Cat Tax has proven a very reliable deck both in mana and landing threats. While Cat Tax took several games from flooded or screwed opponents, it only lost one the same way. The deck consistently pulled off a Prowessbro into a three drop, which alongside a Disseminate or a Roggar’s easily clears the way for an early lead that it exploits for all its worth. Failing that, Azun, Tam, or Elspeth will upset an even board to get us back to the lead. Failing that we’re in trouble, banking on Seto San to dig us out of this mess we’ve made, meaning losing the snowball early can be a death sentence.
Saigura Tam earned his Champion many times over, being a 4-of even as a legendary because chaining them is usually worth. While amazing early, being unable to make a board presence means the cat will sometimes let you down.
Taiyohata Champion is, at worst, a 3/2 first strike haste that dodges lifelink and eats almost anything that tries to block it.

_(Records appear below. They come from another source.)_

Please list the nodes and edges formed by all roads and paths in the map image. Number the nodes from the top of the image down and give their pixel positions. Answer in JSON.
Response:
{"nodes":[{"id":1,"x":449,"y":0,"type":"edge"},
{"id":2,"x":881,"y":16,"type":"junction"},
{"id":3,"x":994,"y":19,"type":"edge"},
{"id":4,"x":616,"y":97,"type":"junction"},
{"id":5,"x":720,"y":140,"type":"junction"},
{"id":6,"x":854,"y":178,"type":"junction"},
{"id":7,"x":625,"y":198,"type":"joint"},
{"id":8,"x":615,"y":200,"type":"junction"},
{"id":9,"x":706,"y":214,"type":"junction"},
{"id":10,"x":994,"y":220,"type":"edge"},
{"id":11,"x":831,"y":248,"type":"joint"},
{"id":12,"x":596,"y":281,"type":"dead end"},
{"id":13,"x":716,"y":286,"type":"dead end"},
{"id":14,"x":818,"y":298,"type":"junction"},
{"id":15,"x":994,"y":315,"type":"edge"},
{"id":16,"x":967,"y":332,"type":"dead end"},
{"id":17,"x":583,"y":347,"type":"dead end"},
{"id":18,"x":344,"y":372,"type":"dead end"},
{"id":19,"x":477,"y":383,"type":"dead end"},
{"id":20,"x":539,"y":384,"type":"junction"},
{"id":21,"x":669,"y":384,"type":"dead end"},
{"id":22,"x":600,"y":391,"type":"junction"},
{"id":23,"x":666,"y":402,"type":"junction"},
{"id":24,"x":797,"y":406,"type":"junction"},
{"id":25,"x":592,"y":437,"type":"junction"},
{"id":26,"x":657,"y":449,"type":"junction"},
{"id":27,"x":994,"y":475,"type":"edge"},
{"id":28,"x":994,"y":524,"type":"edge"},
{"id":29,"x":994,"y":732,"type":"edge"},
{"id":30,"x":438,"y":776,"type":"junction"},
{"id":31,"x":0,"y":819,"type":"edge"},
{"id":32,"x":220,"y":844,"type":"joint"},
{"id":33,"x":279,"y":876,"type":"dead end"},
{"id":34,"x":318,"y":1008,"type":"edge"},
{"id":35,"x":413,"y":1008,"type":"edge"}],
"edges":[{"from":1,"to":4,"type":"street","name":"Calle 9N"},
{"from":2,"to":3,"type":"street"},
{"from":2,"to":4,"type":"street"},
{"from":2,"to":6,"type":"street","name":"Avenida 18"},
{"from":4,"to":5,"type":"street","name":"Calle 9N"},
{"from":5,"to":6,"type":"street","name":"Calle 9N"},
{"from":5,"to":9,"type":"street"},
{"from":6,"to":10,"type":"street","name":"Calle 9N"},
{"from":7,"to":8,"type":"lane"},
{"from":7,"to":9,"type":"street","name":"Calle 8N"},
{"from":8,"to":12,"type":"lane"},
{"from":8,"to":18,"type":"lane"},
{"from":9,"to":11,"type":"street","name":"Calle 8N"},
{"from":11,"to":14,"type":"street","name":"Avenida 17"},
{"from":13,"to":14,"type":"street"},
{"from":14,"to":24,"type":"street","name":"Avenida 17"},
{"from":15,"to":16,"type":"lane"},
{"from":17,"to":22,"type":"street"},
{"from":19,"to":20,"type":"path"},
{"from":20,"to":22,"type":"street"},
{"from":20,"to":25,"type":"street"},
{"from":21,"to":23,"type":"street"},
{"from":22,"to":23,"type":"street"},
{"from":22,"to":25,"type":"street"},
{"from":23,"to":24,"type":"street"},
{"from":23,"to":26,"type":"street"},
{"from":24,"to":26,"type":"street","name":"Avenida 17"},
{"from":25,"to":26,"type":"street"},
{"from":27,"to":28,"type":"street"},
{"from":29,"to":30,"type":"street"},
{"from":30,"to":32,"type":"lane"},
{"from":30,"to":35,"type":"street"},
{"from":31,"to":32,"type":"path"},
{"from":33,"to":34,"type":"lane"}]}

However, being able to flash it in when you look vulnerable has been invaluable, saving my skin enough times to earn its Champion card the second time through.

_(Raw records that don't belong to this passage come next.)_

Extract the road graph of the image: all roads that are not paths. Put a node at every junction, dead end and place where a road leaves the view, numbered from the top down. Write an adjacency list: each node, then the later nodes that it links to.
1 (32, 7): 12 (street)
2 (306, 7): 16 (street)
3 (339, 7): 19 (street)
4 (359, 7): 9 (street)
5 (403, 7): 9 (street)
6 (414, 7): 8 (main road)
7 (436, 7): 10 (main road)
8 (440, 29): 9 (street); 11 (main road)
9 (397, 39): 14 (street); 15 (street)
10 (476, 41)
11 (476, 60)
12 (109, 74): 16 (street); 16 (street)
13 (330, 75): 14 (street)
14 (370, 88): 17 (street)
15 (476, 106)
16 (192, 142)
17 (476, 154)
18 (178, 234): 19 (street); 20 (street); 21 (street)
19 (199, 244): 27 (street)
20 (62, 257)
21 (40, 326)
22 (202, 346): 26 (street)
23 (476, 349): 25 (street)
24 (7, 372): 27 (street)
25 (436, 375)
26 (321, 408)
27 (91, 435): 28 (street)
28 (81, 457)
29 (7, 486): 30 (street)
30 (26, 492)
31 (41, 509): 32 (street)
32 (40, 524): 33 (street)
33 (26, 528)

Disseminate is often written off as being too situational, but Cat Tax loves creating those situations. Exiling the T1 Mana Ascetic or Cephalomancer (or the two-drop when on the draw) is massive for grabbing the early lead. It continues to be a threat in the grave, is dirt cheap removal, prowess trigger, and counterbait, and just generally a card Cat Tax is always happy to have.

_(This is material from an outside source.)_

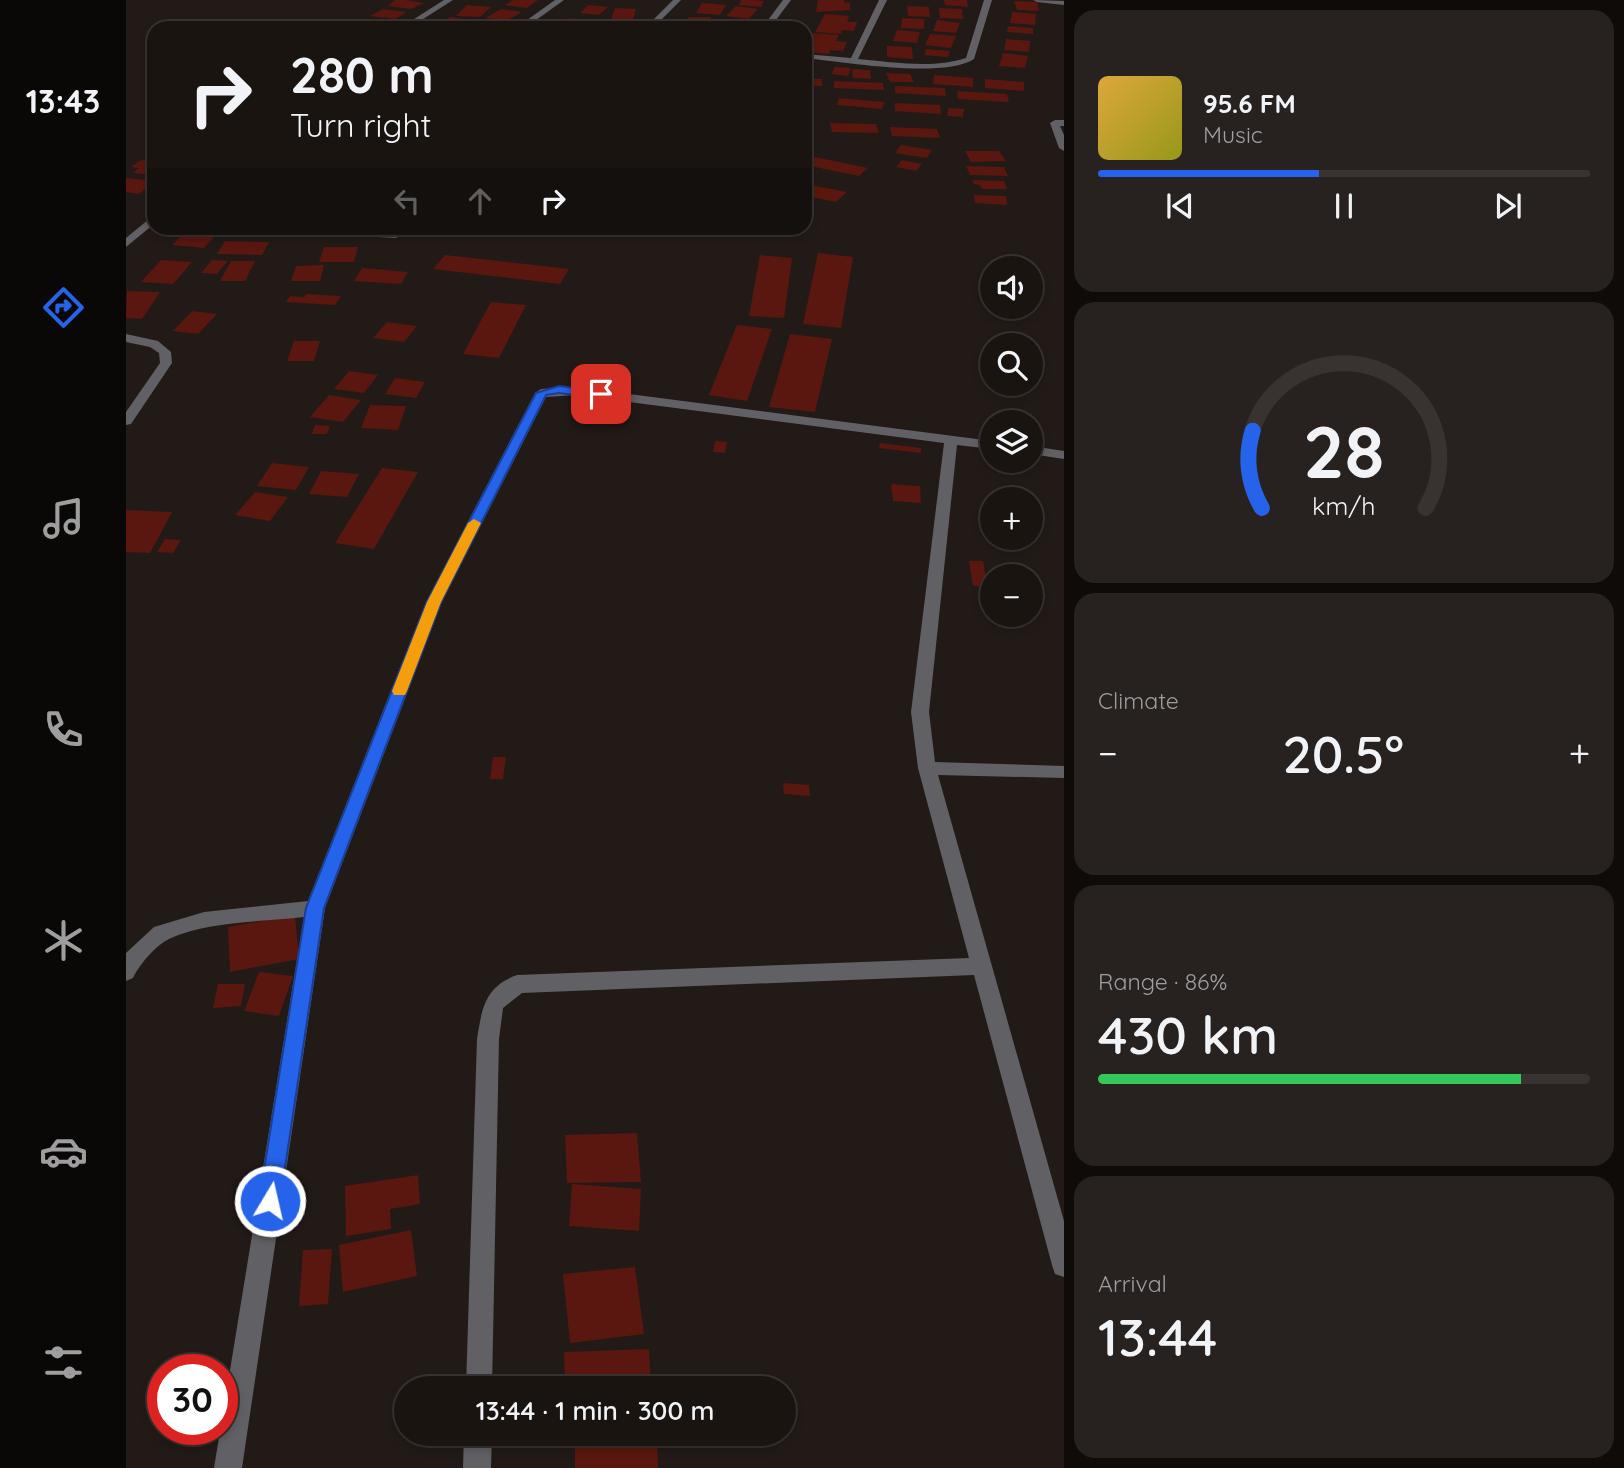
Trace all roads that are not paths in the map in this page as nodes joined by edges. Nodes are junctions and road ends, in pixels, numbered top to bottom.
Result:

Elspeth, Protector of the Meek was added because she was a three-mana token producer with late game inevitability, but in practice is just a bad Tam and a bad Seto. Unfortunately, there aren’t many replacements for her, so she may stick around for now.
Holy War can be a godsend when you’re falling behind, but the one time Cat Tax has actually wanted Holy War it was staring down an Antithesis, rendering it useless. While likely a fantastic sideboard option, Holy War has been dropped from the main board.
Azun’s Most Wanted
These are the cards that will absolutely wreck your day and you’ll want to play around if you know they’re coming.
Antithesis: This takes a lot of punch out of our creatures, wrecks Elspeth and Tam, and reduces Seto to a wrath with some lifegain. Our only mainboard answer is Azun, so the GPL sideboard was loaded with enchantment removal in preparation.
One//Done: Prowesswalkers weathers most wraths very well thanks to its walkers making it very difficult to set us back to zero. While One//Done comes in late and doesn’t see much play, it is capable of doing this and will change the game when it does.
Disallow/Seabreen Nullmage: This one’s a bit situational, in a typical matchup these will be a nuisance, but in a control matchup these can effectively destroy a resolved walker or a charged Mosecf. Take a bit more care with your ults and fetches if you know these might be lurking.